-- TASK INPUTS --
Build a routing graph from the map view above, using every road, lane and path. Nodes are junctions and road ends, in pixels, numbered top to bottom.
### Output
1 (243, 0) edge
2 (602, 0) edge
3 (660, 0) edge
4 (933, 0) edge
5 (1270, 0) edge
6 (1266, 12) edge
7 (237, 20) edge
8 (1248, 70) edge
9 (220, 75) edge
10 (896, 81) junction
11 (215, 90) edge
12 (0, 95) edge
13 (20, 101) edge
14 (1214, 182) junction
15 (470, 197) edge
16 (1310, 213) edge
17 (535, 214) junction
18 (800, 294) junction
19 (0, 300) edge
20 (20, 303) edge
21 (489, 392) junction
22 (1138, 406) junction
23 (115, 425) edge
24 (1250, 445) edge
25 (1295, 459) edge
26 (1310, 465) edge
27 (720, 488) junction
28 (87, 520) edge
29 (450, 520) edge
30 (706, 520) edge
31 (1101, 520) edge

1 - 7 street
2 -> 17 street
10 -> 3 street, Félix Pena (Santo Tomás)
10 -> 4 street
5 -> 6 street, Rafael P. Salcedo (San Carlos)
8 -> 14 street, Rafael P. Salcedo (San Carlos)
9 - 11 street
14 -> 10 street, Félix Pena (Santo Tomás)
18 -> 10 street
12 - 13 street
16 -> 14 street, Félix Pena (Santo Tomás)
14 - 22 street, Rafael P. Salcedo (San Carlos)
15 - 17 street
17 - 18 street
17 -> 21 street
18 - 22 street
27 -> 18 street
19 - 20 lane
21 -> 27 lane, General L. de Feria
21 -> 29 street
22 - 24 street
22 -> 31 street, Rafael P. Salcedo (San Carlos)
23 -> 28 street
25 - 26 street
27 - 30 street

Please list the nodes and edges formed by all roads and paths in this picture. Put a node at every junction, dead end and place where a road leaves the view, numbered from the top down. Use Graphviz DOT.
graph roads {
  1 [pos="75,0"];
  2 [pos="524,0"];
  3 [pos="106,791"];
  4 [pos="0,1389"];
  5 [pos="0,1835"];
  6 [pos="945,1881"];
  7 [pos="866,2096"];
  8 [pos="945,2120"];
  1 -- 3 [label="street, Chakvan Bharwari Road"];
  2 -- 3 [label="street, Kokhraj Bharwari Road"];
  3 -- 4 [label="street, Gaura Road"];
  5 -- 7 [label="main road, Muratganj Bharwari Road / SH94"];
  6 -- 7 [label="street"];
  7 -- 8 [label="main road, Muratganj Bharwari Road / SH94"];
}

-- ACTIVITY --
Exactly as given, repeat every record above.

-- WORKED SOLUTION --
Build a routing graph from the map view above, using every road, lane and path. Nodes are junctions and road ends, in pixels, numbered top to bottom.
### Output
1 (243, 0) edge
2 (602, 0) edge
3 (660, 0) edge
4 (933, 0) edge
5 (1270, 0) edge
6 (1266, 12) edge
7 (237, 20) edge
8 (1248, 70) edge
9 (220, 75) edge
10 (896, 81) junction
11 (215, 90) edge
12 (0, 95) edge
13 (20, 101) edge
14 (1214, 182) junction
15 (470, 197) edge
16 (1310, 213) edge
17 (535, 214) junction
18 (800, 294) junction
19 (0, 300) edge
20 (20, 303) edge
21 (489, 392) junction
22 (1138, 406) junction
23 (115, 425) edge
24 (1250, 445) edge
25 (1295, 459) edge
26 (1310, 465) edge
27 (720, 488) junction
28 (87, 520) edge
29 (450, 520) edge
30 (706, 520) edge
31 (1101, 520) edge

1 - 7 street
2 -> 17 street
10 -> 3 street, Félix Pena (Santo Tomás)
10 -> 4 street
5 -> 6 street, Rafael P. Salcedo (San Carlos)
8 -> 14 street, Rafael P. Salcedo (San Carlos)
9 - 11 street
14 -> 10 street, Félix Pena (Santo Tomás)
18 -> 10 street
12 - 13 street
16 -> 14 street, Félix Pena (Santo Tomás)
14 - 22 street, Rafael P. Salcedo (San Carlos)
15 - 17 street
17 - 18 street
17 -> 21 street
18 - 22 street
27 -> 18 street
19 - 20 lane
21 -> 27 lane, General L. de Feria
21 -> 29 street
22 - 24 street
22 -> 31 street, Rafael P. Salcedo (San Carlos)
23 -> 28 street
25 - 26 street
27 - 30 street

Please list the nodes and edges formed by all roads and paths in this picture. Put a node at every junction, dead end and place where a road leaves the view, numbered from the top down. Use Graphviz DOT.
graph roads {
  1 [pos="75,0"];
  2 [pos="524,0"];
  3 [pos="106,791"];
  4 [pos="0,1389"];
  5 [pos="0,1835"];
  6 [pos="945,1881"];
  7 [pos="866,2096"];
  8 [pos="945,2120"];
  1 -- 3 [label="street, Chakvan Bharwari Road"];
  2 -- 3 [label="street, Kokhraj Bharwari Road"];
  3 -- 4 [label="street, Gaura Road"];
  5 -- 7 [label="main road, Muratganj Bharwari Road / SH94"];
  6 -- 7 [label="street"];
  7 -- 8 [label="main road, Muratganj Bharwari Road / SH94"];
}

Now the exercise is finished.